*** SUPPLIED DATA ***

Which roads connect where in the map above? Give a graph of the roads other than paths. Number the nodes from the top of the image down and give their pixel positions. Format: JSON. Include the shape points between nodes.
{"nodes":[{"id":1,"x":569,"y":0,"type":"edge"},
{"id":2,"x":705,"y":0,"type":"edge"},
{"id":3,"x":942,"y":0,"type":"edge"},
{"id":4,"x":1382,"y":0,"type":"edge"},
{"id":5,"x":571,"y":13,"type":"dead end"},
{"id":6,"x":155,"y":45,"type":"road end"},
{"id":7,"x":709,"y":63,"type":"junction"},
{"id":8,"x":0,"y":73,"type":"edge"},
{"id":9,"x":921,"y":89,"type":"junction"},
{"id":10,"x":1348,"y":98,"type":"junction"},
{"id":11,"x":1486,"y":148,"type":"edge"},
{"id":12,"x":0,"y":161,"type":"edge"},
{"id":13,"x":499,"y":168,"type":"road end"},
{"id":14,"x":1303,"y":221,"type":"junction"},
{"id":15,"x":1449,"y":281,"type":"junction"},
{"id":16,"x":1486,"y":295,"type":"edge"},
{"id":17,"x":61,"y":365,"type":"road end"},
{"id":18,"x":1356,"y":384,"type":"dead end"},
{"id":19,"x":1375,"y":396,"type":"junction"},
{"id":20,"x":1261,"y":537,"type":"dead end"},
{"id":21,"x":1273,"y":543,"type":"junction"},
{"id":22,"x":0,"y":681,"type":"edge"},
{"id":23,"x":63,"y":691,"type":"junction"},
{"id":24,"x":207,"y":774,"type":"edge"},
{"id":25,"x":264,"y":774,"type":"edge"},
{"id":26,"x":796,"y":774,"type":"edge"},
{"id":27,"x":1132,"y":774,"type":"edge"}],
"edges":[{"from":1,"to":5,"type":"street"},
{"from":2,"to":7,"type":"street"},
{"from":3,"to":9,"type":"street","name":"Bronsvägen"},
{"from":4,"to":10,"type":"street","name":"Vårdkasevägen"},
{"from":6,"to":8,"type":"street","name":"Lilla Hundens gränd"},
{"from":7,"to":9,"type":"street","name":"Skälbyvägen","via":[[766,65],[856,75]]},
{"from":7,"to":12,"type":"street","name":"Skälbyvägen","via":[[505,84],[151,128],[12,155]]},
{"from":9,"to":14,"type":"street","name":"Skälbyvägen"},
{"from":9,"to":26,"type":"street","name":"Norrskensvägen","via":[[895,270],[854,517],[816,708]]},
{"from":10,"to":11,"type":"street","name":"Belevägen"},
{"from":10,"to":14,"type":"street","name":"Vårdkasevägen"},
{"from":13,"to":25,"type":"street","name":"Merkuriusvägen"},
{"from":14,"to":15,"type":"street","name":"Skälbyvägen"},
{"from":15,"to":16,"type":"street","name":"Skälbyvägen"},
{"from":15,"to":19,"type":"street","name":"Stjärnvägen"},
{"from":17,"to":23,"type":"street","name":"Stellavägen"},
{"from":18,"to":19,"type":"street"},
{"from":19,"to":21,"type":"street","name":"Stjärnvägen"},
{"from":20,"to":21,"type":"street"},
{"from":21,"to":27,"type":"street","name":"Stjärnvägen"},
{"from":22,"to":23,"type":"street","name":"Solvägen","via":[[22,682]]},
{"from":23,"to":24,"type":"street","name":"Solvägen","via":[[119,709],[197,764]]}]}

***

EXERCISE INSTRUCTIONS ::
Return the number of lines in the records holding the string "Vårdkasevägen", without any other words.

YOUR RESPONSE ::
2